== DIRECTIONS ==
Below are some entries. Copy each line that holds the string "lane".

== AVAILABLE DATA ==
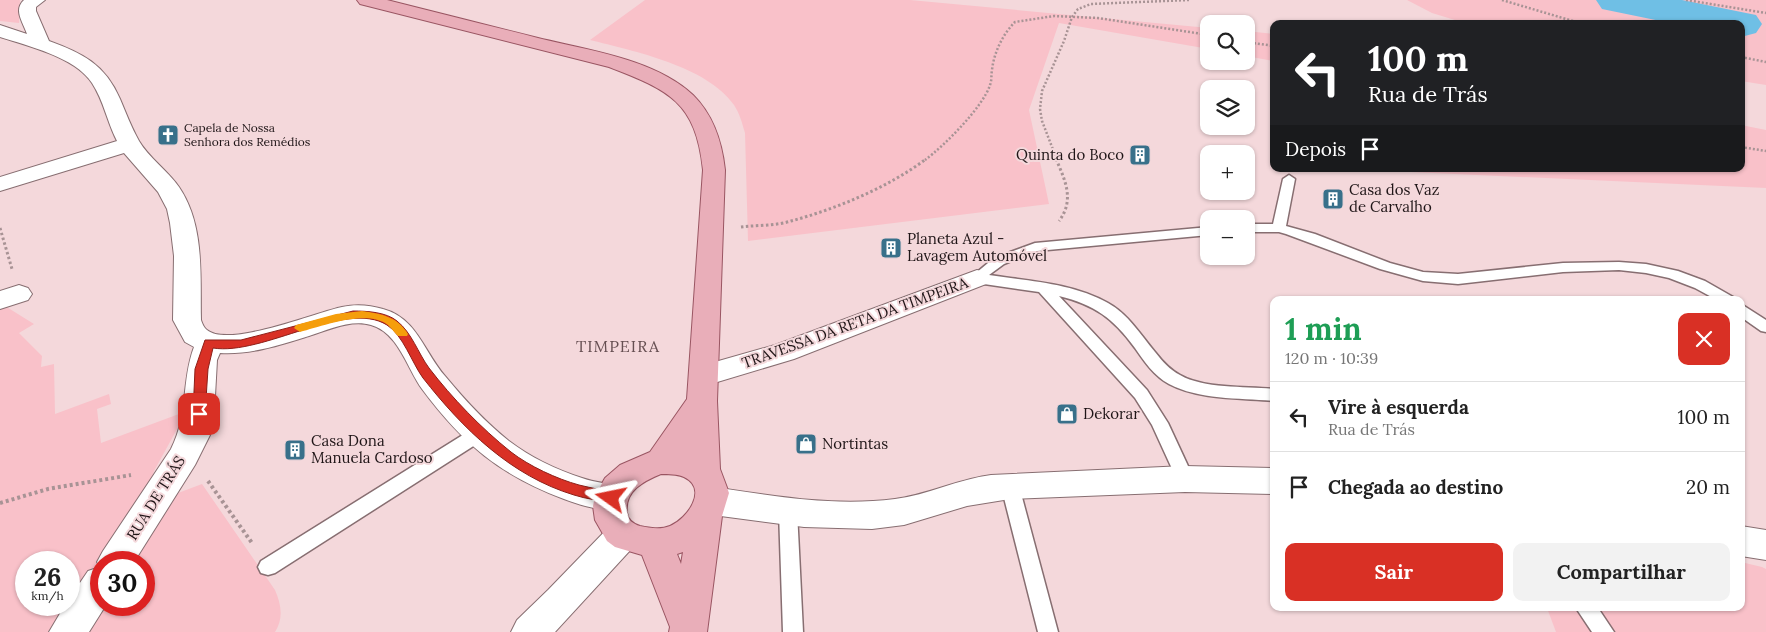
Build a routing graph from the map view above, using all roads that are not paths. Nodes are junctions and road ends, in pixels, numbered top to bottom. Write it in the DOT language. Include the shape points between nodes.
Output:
graph roads {
  1 [pos="36,0"];
  2 [pos="366,0"];
  3 [pos="0,31"];
  4 [pos="41,44"];
  5 [pos="130,144"];
  6 [pos="1289,179"];
  7 [pos="0,184"];
  8 [pos="1255,228"];
  9 [pos="1279,228"];
  10 [pos="1200,232"];
  11 [pos="976,278"];
  12 [pos="1045,290"];
  13 [pos="1721,296"];
  14 [pos="1745,312"];
  15 [pos="1766,328"];
  16 [pos="209,343"];
  17 [pos="703,388"];
  18 [pos="1270,395"];
  19 [pos="480,433"];
  20 [pos="660,461"];
  21 [pos="1185,479"];
  22 [pos="1270,481"];
  23 [pos="1010,486"];
  24 [pos="708,497"];
  25 [pos="611,498"];
  26 [pos="788,512"];
  27 [pos="639,540"];
  28 [pos="1745,542"];
  29 [pos="1766,545"];
  30 [pos="121,551"];
  31 [pos="268,566"];
  32 [pos="90,599"];
  33 [pos="1588,611"];
  34 [pos="688,628"];
  35 [pos="68,632"];
  36 [pos="530,632"];
  37 [pos="793,632"];
  38 [pos="1048,632"];
  39 [pos="1604,632"];
  1 -- 4 [label="street" via="28,5 27,11"];
  2 -- 17 [label="main road" via="601,58 669,86 695,109 710,139 714,170"];
  3 -- 4 [label="street"];
  4 -- 5 [label="street" via="82,63 95,73"];
  5 -- 7 [label="street"];
  5 -- 16 [label="street" via="167,187 178,206 184,241 188,327 197,338"];
  6 -- 9 [label="lane"];
  8 -- 9 [label="lane"];
  9 -- 13 [label="lane" via="1418,276 1457,279 1584,266 1630,266 1671,273"];
  10 -- 11 [label="lane" via="1057,244 1022,251 989,267"];
  11 -- 12 [label="lane"];
  11 -- 17 [label="street, TRAVESSA DA RETA DA TIMPEIRA" via="784,352"];
  12 -- 18 [label="lane" via="1093,302 1111,312 1166,373 1180,382 1196,387"];
  12 -- 21 [label="lane" via="1141,394 1160,422"];
  14 -- 15 [label="lane"];
  16 -- 19 [label="street" via="252,342 353,315 385,319 401,331 428,376"];
  16 -- 30 [label="street, RUA DE TRÁS" via="202,369 197,424 182,459"];
  17 -- 20 [label="main road"];
  17 -- 24 [label="main road"];
  19 -- 25 [label="street" via="508,457 543,477 576,490"];
  19 -- 31 [label="lane"];
  20 -- 24 [label="main road" via="691,464"];
  20 -- 25 [label="main road" via="630,474 618,484"];
  21 -- 22 [label="street"];
  21 -- 23 [label="street"];
  23 -- 26 [label="street" via="960,494 926,507 896,513 863,516"];
  23 -- 38 [label="lane"];
  24 -- 26 [label="street"];
  24 -- 27 [label="main road" via="692,531 673,541"];
  24 -- 34 [label="main road"];
  25 -- 27 [label="main road" via="610,512 614,525"];
  26 -- 37 [label="lane"];
  27 -- 34 [label="main road"];
  27 -- 36 [label="street" via="561,602"];
  28 -- 29 [label="street"];
  32 -- 35 [label="street"];
  33 -- 39 [label="lane"];
}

== ANSWER BELOW ==
  6 -- 9 [label="lane"];
  8 -- 9 [label="lane"];
  9 -- 13 [label="lane" via="1418,276 1457,279 1584,266 1630,266 1671,273"];
  10 -- 11 [label="lane" via="1057,244 1022,251 989,267"];
  11 -- 12 [label="lane"];
  12 -- 18 [label="lane" via="1093,302 1111,312 1166,373 1180,382 1196,387"];
  12 -- 21 [label="lane" via="1141,394 1160,422"];
  14 -- 15 [label="lane"];
  19 -- 31 [label="lane"];
  23 -- 38 [label="lane"];
  26 -- 37 [label="lane"];
  33 -- 39 [label="lane"];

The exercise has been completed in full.